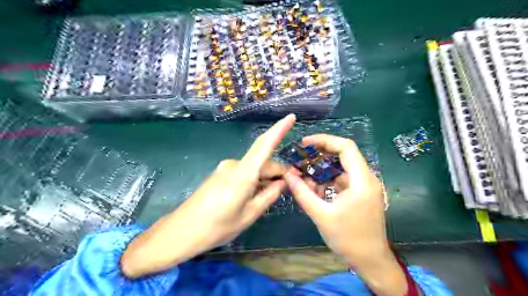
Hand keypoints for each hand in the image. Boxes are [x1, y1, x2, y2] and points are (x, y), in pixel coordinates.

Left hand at [122, 114, 296, 276]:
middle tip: (291, 186)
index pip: (264, 144)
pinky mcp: (220, 174)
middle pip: (263, 161)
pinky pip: (244, 172)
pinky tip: (257, 194)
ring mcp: (225, 168)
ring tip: (273, 193)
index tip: (291, 117)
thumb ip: (268, 196)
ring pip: (254, 168)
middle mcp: (234, 165)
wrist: (181, 231)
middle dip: (278, 171)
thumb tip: (283, 183)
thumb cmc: (217, 227)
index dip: (279, 129)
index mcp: (243, 174)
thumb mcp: (249, 215)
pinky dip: (255, 180)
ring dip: (266, 177)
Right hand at [285, 135, 407, 295]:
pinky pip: (342, 180)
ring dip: (322, 171)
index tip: (305, 143)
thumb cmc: (348, 239)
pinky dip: (328, 182)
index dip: (324, 140)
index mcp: (361, 180)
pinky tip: (315, 191)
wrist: (370, 261)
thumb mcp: (321, 215)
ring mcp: (365, 186)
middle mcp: (366, 178)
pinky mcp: (361, 194)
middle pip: (343, 155)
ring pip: (341, 168)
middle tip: (301, 158)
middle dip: (320, 155)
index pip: (346, 147)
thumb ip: (303, 193)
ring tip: (304, 178)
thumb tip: (287, 175)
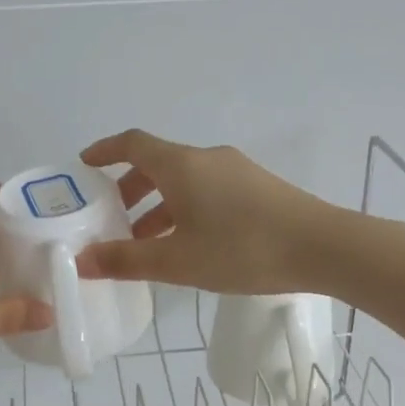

┄┄┄┄┄┄┄┄┄┄

■ **What to produce**
Could you set down, exactly as written, every line from the start of the records above through the line containing "ring dip: (266, 177)", leaving the pictures out?

■ **Expected answer**
Hand keypoints for each hand in the image. Boxes are [x1, y1, x2, y2] and points are (x, y), in pixel coordinates.

Left hand at [122, 114, 296, 276]:
middle tip: (291, 186)
index pip: (264, 144)
pinky mcp: (220, 174)
middle pip: (263, 161)
pinky pip: (244, 172)
pinky tip: (257, 194)
ring mcp: (225, 168)
ring tip: (273, 193)
index tip: (291, 117)
thumb ip: (268, 196)
ring pip: (254, 168)
middle mcp: (234, 165)
wrist: (181, 231)
middle dip: (278, 171)
thumb tip: (283, 183)
thumb cmc: (217, 227)
index dip: (279, 129)
index mcp: (243, 174)
thumb mcp: (249, 215)
pinky dip: (255, 180)
ring dip: (266, 177)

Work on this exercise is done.